The excited neighbors endeavored to force an entrance into the house. The doors and windows were all fast on inside. The whole lower part of the building seemed deserted. No one stirred there; not a gleam of light was visible.

“Who lives here?” inquired a passer, attracted by the disturbance.

“Oh, no one but Madame l’Esparaye and her daughter,” answered the nimble tongue of Pierre Moreau, the tobacconist. “I have known the ladies this long time. They get their snuff from me. The mother is a fortune-teller, and has some fine customers I can tell you. She must have saved a pretty sum by this time. The ladies have no acquaintances at all, as I know of, except business ones; and they live in the house entirely alone. They would rather let their rooms lie empty than have them ruined by tenants. ‘We have had a sad experience with tenants, dear Monsieur Moreau,’ said madame to me only yesterday, as she was buying a franc’s worth of my best rappel. The lower story, and the third and fourth, are not so much as furnished; and all the window shutters are kept constantly closed, with the exception of those of the back room on the second floor; there the ladies have their living apartment. They have never kept a servant, and it is very seldom any one goes into the house.”

Meanwhile, some twenty persons were trying to force an entrance. But the doors and window shutters were shaken and pounded in vain. Some ten minutes had already passed, yet still from that upper room rang out into the early morning air the same terrible cry that had first startled the deep repose of the street, and the heavy sounds of stamping and struggling had not yet ceased.

“Thank God!  Here comes Monsieur Muset, the gendarme,” cried Henri Duval, the street worker; “he will find a wan and I’ll be bound.”

The gendarme was ready and prompt. Thrusting his bayonet into the crack of this door, he gave it a sudden wrench, and the lock was sprung. Followed by the crowd, the brave Muset, his bayonet at the charge, rushed in and stormed his way up the staircase.

As yet there was no cessation to that shrill and piercing shriek of terror or agony, so strange and unearthly in its tone. And they still heard, as if in fierce contention with it, the deep and heavy voice, with its angry “cursed” and “devil!”  There were no French accents in that shriek—this was certain. Some thought they could distinguish Italian, others Spanish and English words. But no one could say with certainty whether the shriller voice belonged to a man or a woman. This much, however, there could be no doubt about—neither of the voices had the slightest resemblance to those of Madame l’Esparaye and her daughter.

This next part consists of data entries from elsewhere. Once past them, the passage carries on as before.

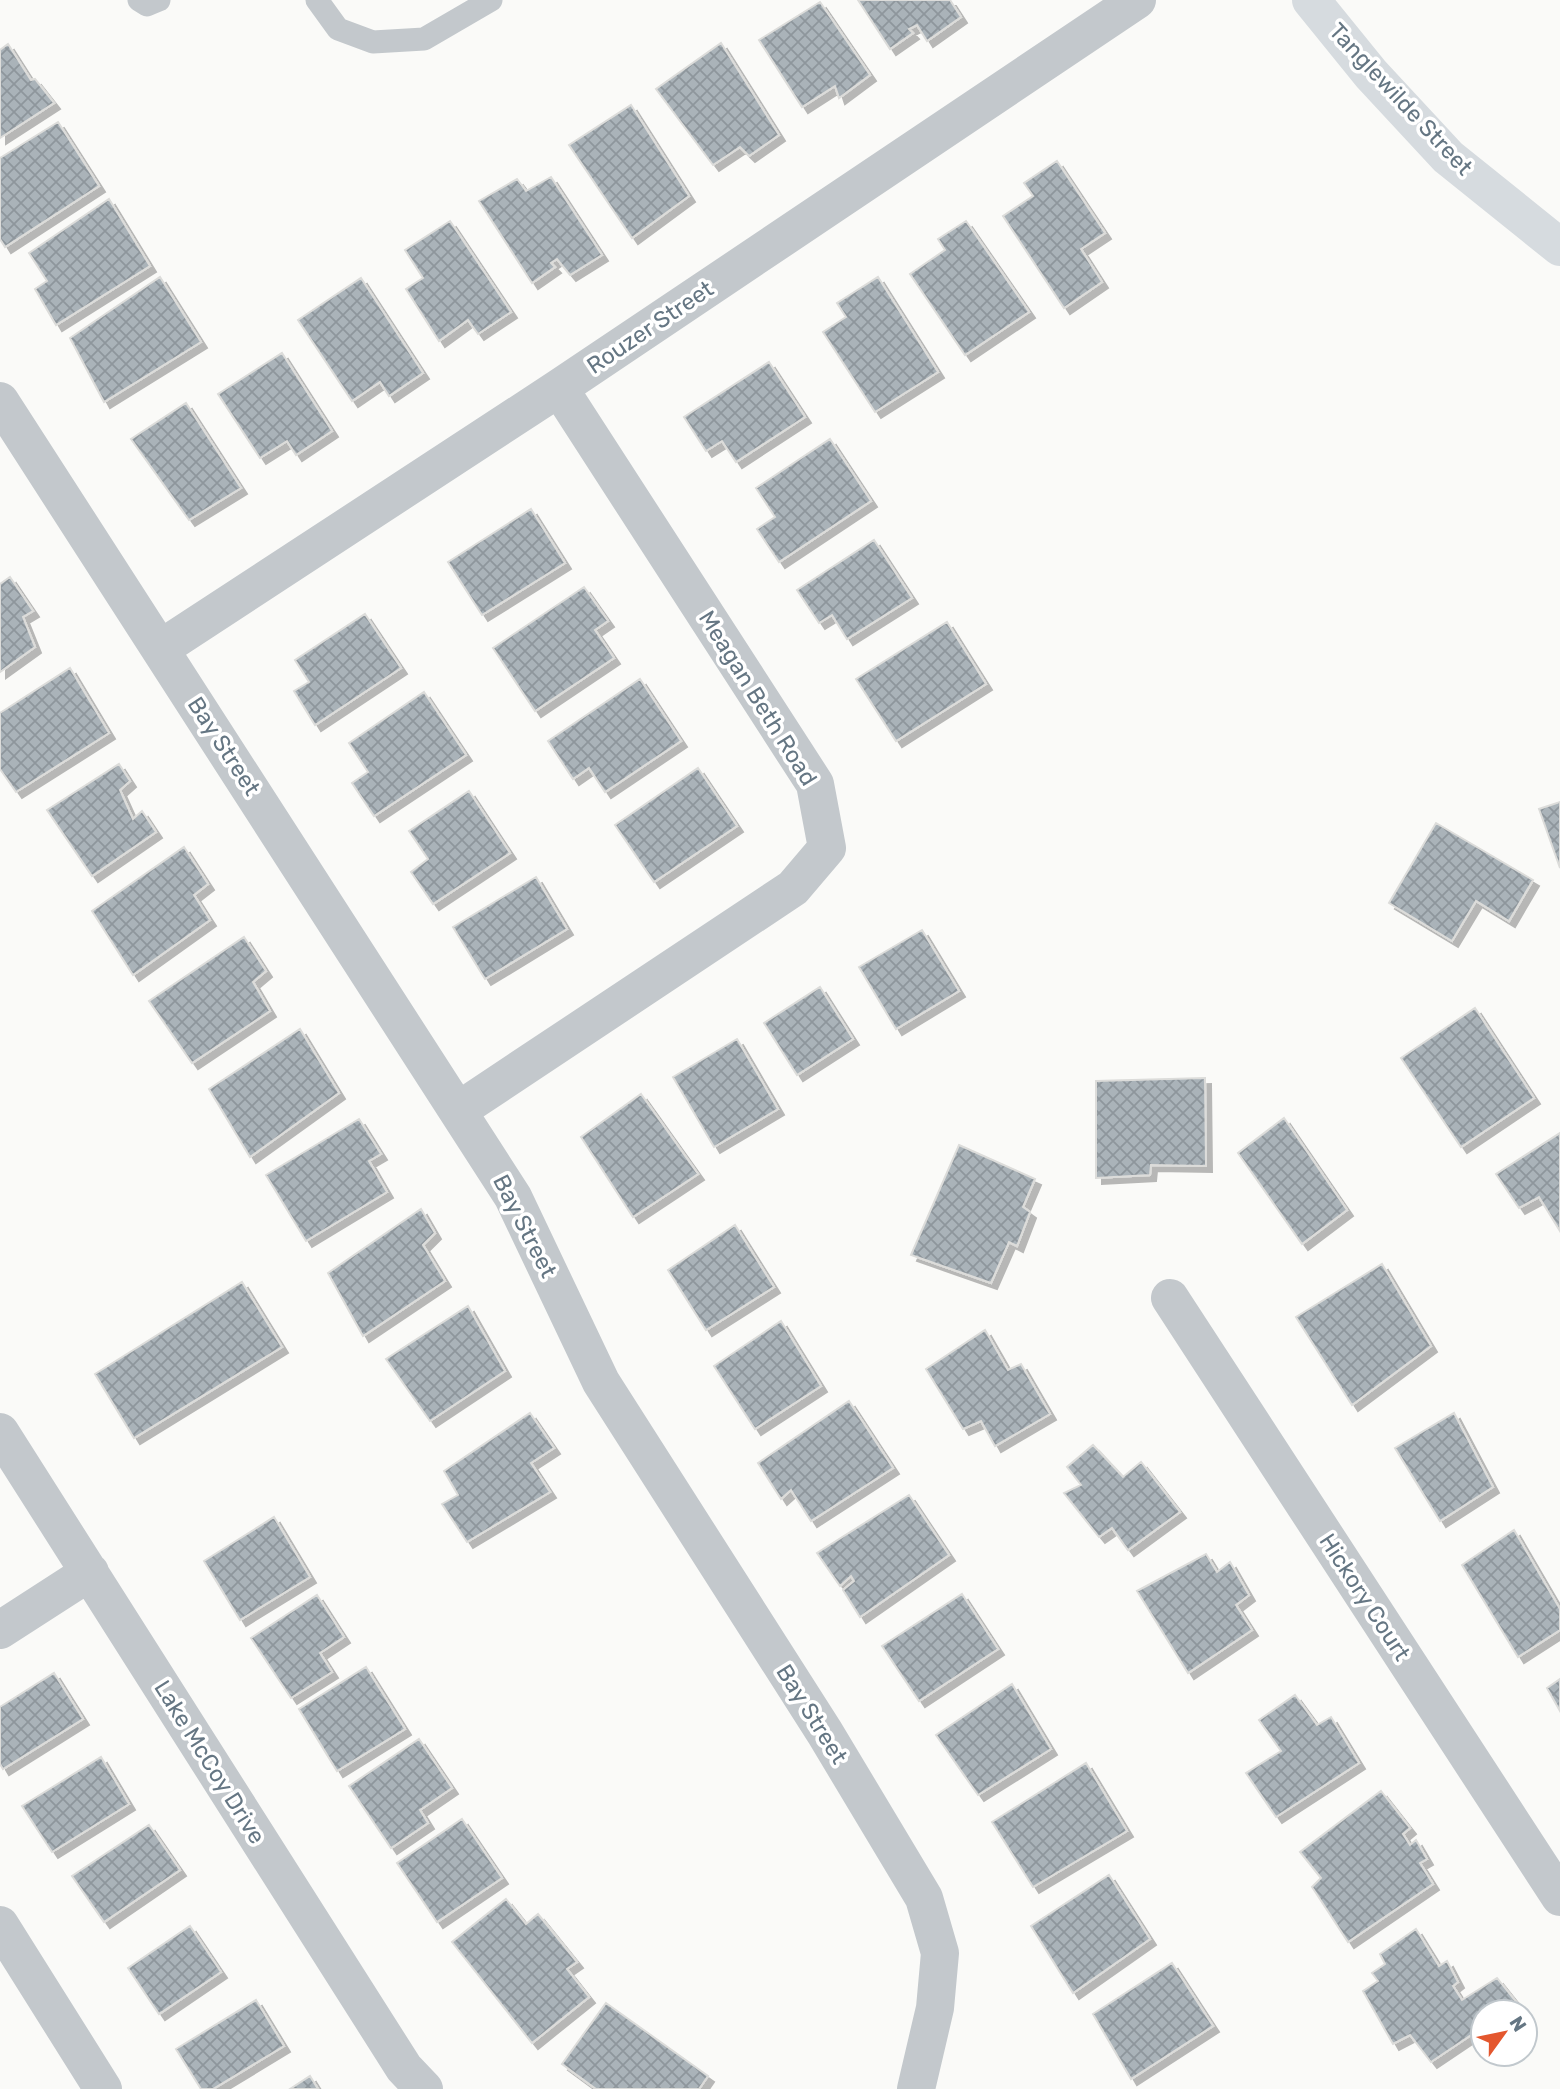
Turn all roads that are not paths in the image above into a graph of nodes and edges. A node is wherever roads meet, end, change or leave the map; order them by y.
1 (139, 0) edge
2 (159, 0) edge
3 (317, 0) edge
4 (491, 0) edge
5 (1137, 0) edge
6 (1311, 0) edge
7 (1560, 247) edge
8 (559, 388) junction
9 (0, 401) edge
10 (160, 649) junction
11 (459, 1110) junction
12 (1170, 1298) dead end
13 (0, 1432) edge
14 (90, 1572) junction
15 (0, 1630) edge
16 (1560, 1897) edge
17 (0, 1925) edge
18 (103, 2089) edge
19 (424, 2089) edge
20 (916, 2089) edge

1 - 2 lane
3 - 4 lane
5 - 8 street, Rouzer Street
6 - 7 street, Tanglewilde Street
8 - 10 street, Rouzer Street
8 - 11 street, Meagan Beth Road
9 - 10 street, Bay Street
10 - 11 street, Bay Street
11 - 20 street, Bay Street
12 - 16 street, Hickory Court
13 - 14 street, Lake McCoy Drive
14 - 15 street
14 - 19 street, Lake McCoy Drive
17 - 18 street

Suddenly, just as the crowd reached the head of the stairs, the wild outcry ceased. The hoarse, smothered tones of two voices were now heard in the back chamber—the bed-room of the two women. Muset rattled the door. Immediately all became silent as death. Finding the door locked and the key inside, the gendarme again had recourse to his bayonet with the same result. But to the astonishment of everyone, the room was empty. Not a soul to be seen; no mangled corpse on the floor—none on the bed. And yet the sight that presented itself was fearfully significant. Everything in the chamber was in the wildest disorder. Broken furniture, shattered looking-glasses, fragments of pictures and torn bed-clothes and wearing apparel lay scattered over the floor. Along with these evidences of a fearful struggle, they found four bright Napoleons d’or, a blood-stained ear-ring set with topazes, several silver spoons and two bags containing four thousand francs in gold. The money appeared to have been taken from a small cash-box that stood open on the bed.

On a chair lay an open razor covered with blood, and in the grate were found three long, blood-matted locks of human hair.

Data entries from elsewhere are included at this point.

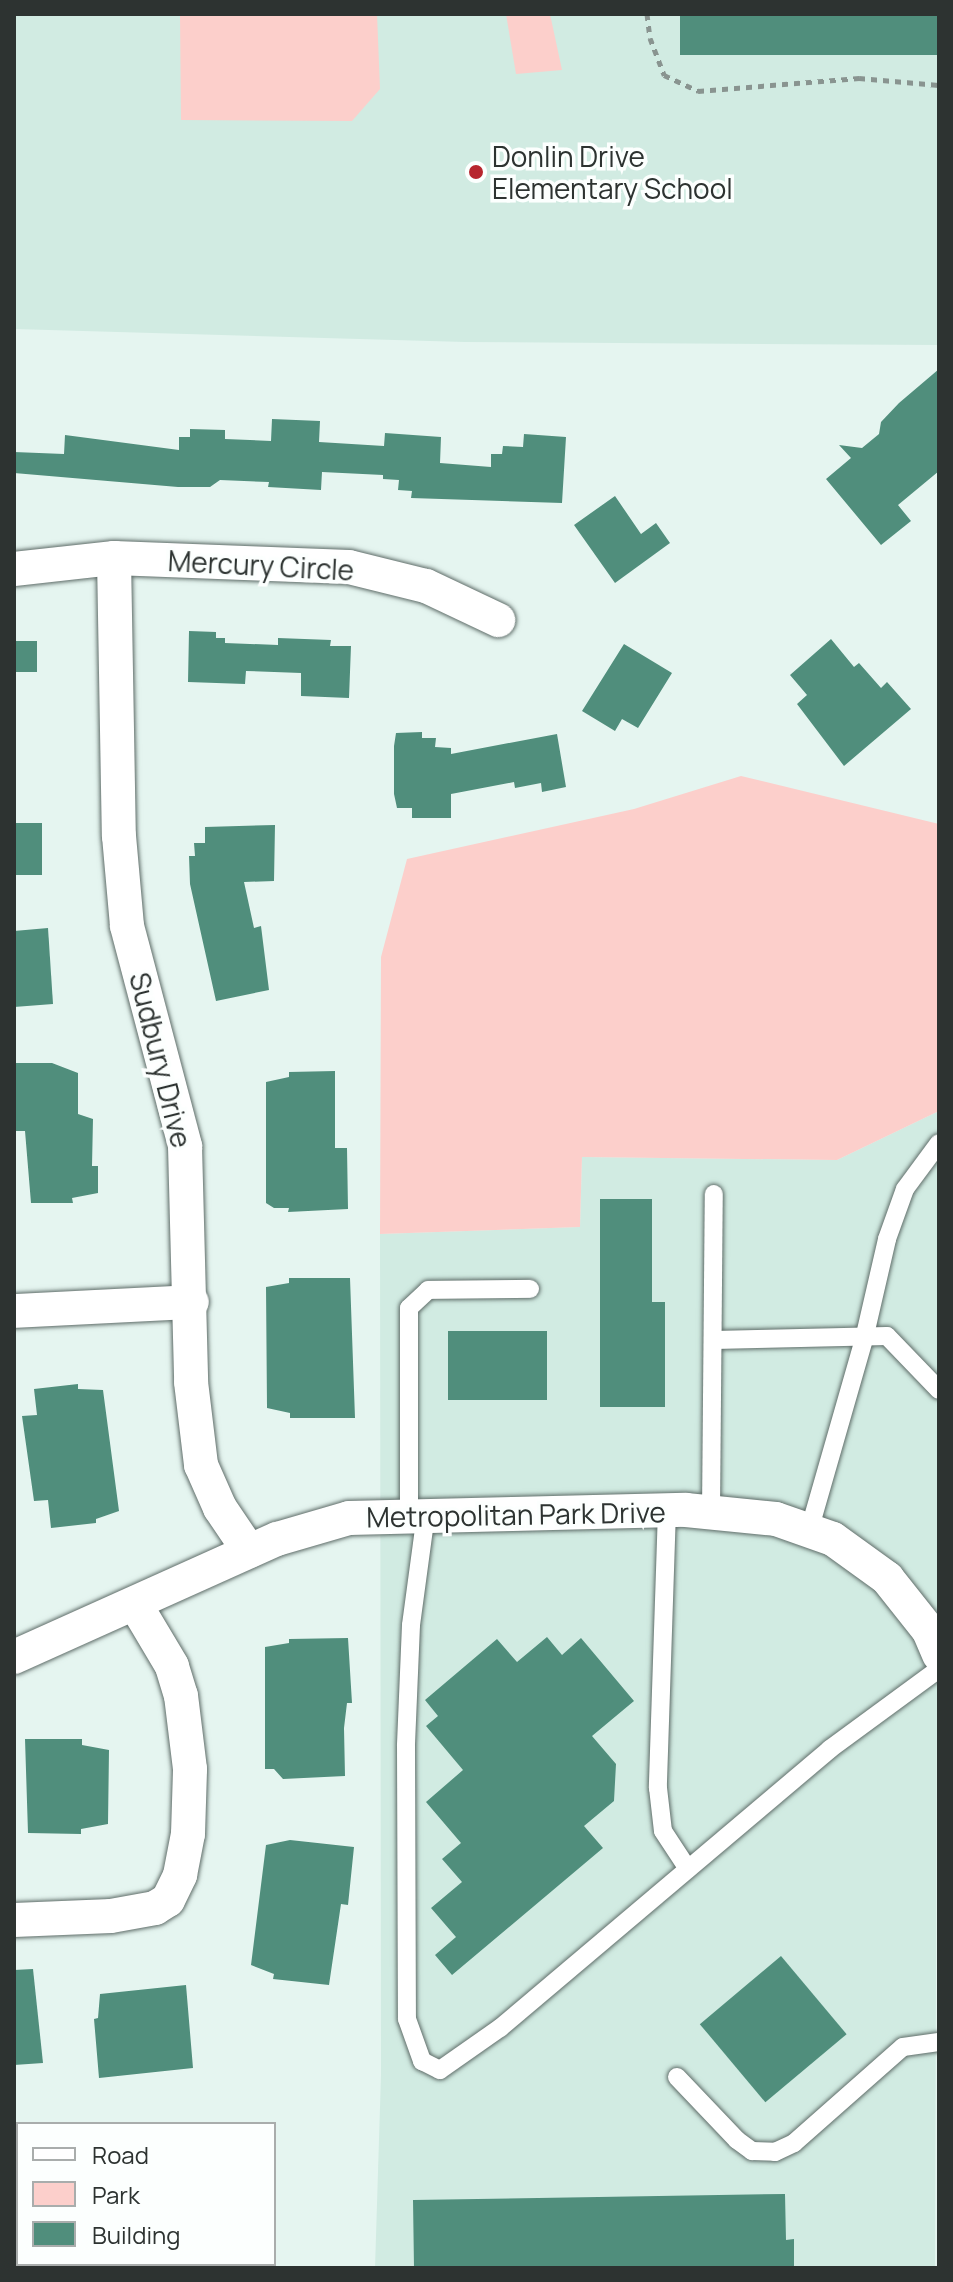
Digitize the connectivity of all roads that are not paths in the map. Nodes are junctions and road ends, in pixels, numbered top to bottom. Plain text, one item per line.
1 (114, 558) junction
2 (14, 569) edge
3 (498, 620) dead end
4 (939, 1143) edge
5 (714, 1194) dead end
6 (530, 1289) dead end
7 (192, 1302) junction
8 (14, 1311) edge
9 (864, 1339) junction
10 (714, 1340) junction
11 (939, 1390) edge
12 (667, 1510) junction
13 (711, 1512) junction
14 (417, 1514) junction
15 (809, 1531) junction
16 (249, 1551) junction
17 (135, 1604) junction
18 (939, 1655) edge
19 (14, 1657) edge
20 (939, 1669) edge
21 (688, 1869) junction
22 (14, 1920) edge
23 (939, 2042) edge
24 (677, 2077) dead end

1 - 2 street, Mercury Circle
1 - 3 street, Mercury Circle
1 - 7 street, Sudbury Drive
4 - 9 lane
5 - 10 lane
6 - 14 lane
7 - 8 street
7 - 16 street, Sudbury Drive
9 - 10 lane
9 - 11 lane
9 - 15 lane
10 - 13 lane
12 - 13 street, Metropolitan Park Drive
12 - 14 street, Metropolitan Park Drive
12 - 21 lane
13 - 15 street, Metropolitan Park Drive
14 - 16 street, Metropolitan Park Drive
14 - 21 lane
15 - 18 street, Metropolitan Park Drive
16 - 17 street, Metropolitan Park Drive
17 - 19 street, Metropolitan Park Drive
17 - 22 street
20 - 21 lane
23 - 24 lane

There had evidently been both robbery and murder. But where were the victims—where were the perpetrators of the double crime? The fastenings of the doors and windows were apparently intact. Certainly no one could have escaped through these. For a moment all were bewildered—confounded. But the hair found in the grate suggested to Muset that perhaps the murderer might have fled by the chimney. Examining the grate once more, he found on the hearth-plate a heap of newly fallen soot. He crawled into the fire-place and felt up the chimney.

“Ah!” he exclaimed, “here is something soft!  It is hair—the long hair of a woman, and my hands are wet with something. Oh, poor woman! I feel her face; it is wet too. My God! It must be blood! Her neck and shoulders are still warm; but I cannot stir her, she is wedged so fast in the chimney.”

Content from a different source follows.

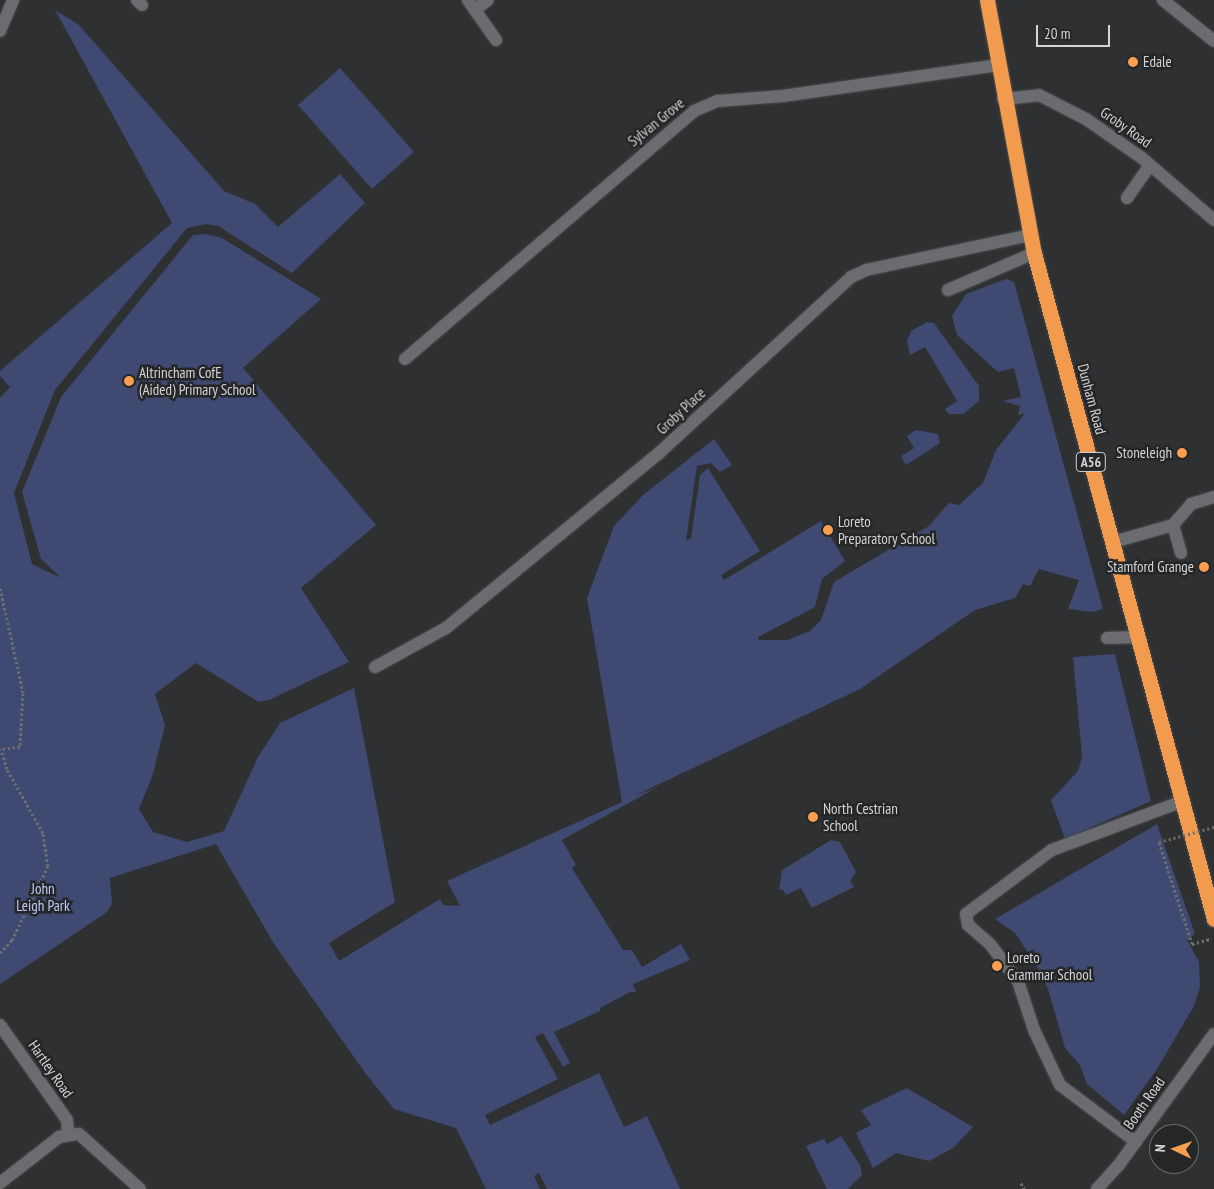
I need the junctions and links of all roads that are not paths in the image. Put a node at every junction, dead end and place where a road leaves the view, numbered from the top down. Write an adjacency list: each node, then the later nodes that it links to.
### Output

Some of the more courageous of the bystanders hastened to assist him. Finally, by their united efforts they succeeded in withdrawing the body from the narrow flue—a sad and frightful spectacle—the mangled and disfigured corpse of poor Ludmilla l’Esparaye.

Her face and neck were covered with deep scratches and round purple spots at regular intervals. There was no doubt of it, she had been strangled, and by someone possessed of superhuman strength. The marks of the ten finger-nails were plainly visible. Yes, it must have been something more than human strength that dragged the poor girl so tightly into the chimney that it required the united efforts of four men to draw her body out again.

But what had become of her mother? At least, where was her corpse, for no one expected to find her alive.

Meanwhile, the police had been alarmed and were now flocking to the scene. In vain was the house thoroughly explored from cellar to garret. Not a trace of Madame l’Esparaye or the murderer.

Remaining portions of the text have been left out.